The growing dynamism of customer preferences also means that brands can no longer pile up stocks indiscriminately in their warehouses, as this could lead to wastage and obsolescence. This is where lean retailing comes in!

Lean retailing is all about ‘rightsizing’ your inventory and maintaining a minimal stock while relying more on the JIT deliveries as and when a product style is demanded. Lean retailing is a highly data-centric and customer-oriented supply chain practice and calls for strong supplier relationships and seamless communications. It enables businesses to cut down on unnecessary carrying costs and avoid the innumerable risks of overstock.

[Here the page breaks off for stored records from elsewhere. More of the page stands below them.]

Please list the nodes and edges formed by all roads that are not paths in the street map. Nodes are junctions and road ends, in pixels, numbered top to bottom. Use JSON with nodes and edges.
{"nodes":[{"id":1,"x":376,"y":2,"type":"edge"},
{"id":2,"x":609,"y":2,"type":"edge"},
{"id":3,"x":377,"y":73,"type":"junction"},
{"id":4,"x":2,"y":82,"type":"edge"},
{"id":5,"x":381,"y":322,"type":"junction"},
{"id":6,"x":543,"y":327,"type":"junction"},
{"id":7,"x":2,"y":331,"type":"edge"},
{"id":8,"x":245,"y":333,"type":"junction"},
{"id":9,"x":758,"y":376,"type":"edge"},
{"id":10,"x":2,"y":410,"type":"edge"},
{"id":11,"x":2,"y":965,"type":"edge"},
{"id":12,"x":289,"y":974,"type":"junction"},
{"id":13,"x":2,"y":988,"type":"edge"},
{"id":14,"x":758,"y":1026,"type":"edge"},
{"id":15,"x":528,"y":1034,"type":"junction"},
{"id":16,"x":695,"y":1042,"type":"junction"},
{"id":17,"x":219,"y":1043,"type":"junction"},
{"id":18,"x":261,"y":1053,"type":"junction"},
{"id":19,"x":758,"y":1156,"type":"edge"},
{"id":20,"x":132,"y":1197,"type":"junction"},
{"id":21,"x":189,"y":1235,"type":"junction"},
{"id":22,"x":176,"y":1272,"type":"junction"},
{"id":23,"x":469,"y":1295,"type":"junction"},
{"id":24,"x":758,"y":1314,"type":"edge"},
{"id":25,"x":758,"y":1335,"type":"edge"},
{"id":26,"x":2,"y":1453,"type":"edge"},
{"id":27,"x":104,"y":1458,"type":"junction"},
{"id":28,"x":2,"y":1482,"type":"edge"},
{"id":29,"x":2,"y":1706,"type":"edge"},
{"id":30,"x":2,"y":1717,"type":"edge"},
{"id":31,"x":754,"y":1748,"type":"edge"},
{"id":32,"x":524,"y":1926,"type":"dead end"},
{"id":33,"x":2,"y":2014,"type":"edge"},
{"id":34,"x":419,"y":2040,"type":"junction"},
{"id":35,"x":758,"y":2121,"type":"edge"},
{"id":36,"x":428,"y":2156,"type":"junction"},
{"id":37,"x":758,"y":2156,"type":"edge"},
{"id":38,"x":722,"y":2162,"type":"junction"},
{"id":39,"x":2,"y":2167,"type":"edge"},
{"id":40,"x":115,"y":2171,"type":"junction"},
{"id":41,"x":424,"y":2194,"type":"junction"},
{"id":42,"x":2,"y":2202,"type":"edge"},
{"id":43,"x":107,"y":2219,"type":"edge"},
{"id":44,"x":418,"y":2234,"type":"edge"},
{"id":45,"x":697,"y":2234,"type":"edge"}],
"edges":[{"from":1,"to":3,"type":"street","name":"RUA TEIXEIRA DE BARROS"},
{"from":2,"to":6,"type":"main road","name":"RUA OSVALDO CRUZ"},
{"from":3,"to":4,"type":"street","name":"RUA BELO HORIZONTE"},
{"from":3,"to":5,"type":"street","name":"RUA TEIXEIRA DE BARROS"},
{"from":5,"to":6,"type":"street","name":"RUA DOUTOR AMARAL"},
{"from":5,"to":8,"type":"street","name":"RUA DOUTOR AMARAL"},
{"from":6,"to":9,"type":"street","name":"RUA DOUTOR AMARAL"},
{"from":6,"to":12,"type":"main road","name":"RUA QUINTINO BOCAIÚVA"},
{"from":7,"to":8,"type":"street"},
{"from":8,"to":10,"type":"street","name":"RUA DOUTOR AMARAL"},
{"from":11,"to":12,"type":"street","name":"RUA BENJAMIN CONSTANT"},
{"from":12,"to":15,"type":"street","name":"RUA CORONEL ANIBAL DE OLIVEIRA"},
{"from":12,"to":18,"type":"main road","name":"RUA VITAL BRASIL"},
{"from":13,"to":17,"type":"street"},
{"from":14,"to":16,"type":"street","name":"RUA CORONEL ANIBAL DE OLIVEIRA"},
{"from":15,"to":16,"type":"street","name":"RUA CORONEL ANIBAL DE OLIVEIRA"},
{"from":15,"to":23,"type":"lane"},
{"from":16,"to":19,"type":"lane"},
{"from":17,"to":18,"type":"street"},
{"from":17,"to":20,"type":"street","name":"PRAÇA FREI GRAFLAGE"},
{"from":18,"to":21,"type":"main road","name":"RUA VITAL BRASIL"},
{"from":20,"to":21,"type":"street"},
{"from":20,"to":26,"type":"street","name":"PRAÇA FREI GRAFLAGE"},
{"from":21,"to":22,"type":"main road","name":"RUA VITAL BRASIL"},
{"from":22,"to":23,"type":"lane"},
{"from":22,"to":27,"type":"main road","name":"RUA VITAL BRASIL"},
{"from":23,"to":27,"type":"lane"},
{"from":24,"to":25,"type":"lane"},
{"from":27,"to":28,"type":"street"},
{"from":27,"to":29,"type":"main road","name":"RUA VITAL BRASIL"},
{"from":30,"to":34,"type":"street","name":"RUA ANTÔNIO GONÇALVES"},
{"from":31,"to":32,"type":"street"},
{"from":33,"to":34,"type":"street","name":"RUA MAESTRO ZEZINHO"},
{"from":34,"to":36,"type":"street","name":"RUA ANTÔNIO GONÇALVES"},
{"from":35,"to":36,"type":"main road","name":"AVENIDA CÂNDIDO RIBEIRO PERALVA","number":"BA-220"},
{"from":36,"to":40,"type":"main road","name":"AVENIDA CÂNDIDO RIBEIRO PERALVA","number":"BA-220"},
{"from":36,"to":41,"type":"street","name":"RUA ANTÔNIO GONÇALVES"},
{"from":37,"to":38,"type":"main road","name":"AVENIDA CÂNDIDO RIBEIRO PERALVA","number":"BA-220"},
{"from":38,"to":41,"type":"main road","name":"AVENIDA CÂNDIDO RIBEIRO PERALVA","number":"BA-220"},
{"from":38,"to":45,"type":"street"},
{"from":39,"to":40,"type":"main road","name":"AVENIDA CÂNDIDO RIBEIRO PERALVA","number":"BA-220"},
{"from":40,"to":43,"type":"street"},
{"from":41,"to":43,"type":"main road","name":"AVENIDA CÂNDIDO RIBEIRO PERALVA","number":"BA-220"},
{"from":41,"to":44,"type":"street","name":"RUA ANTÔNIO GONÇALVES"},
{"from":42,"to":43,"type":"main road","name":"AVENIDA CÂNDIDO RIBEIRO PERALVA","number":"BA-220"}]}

In this blog, we take a look at 5 simple methods you can adopt to make lean retailing a roaring success.

Regular replenishment of stock

To ensure reducing your in-stock inventory doesn’t impact your day-to-day sales, it is necessary that you replenish your stores and warehouses regularly. Optimum replenishment of stock aims at keeping your inventory costs low, while still being able to meet customer demands on time.

The optimum rate of replenishment is determined based on the data related to customer demand and preferences, and also the physical storage available with the brand. These can be factored in using inventory management software which can help brands arrive at the optimum reordering levels and also the timings of stock replenishment.

Redistribution of stock with inter-store transfers

A pre-season forecast of demand is necessary and can provide a fair idea of the customer behavior patterns over the longer time horizon. But developments during the season can also impact the trends and thus brands need a more proactive approach to ensure no sales are lost. For such contingencies, inter-store transfers are a great way out.

The inter-store transfer allows easy circulation of stock from areas of low demand to those of high demand. It is very effective in improving the health of your inventory, reducing stock brokenness, and supporting omnichannel distribution.

Suggest pullbacks for dead/slow-moving inventory

Slow-moving inventory doesn’t just occupy space on your shelves, it also prevents better-performing products to be exposed to the market. Besides, the longer your products lie on your shelves, the greater are the chances of damage, eventually making them completely unsuited for sale. 

It is necessary therefore that you identify your slow-moving stock early by tracking your inventory regularly. After zeroing in on the slow-movers, pull them back either into the warehouse or transfer them to another store if there is a likelihood of better conversions.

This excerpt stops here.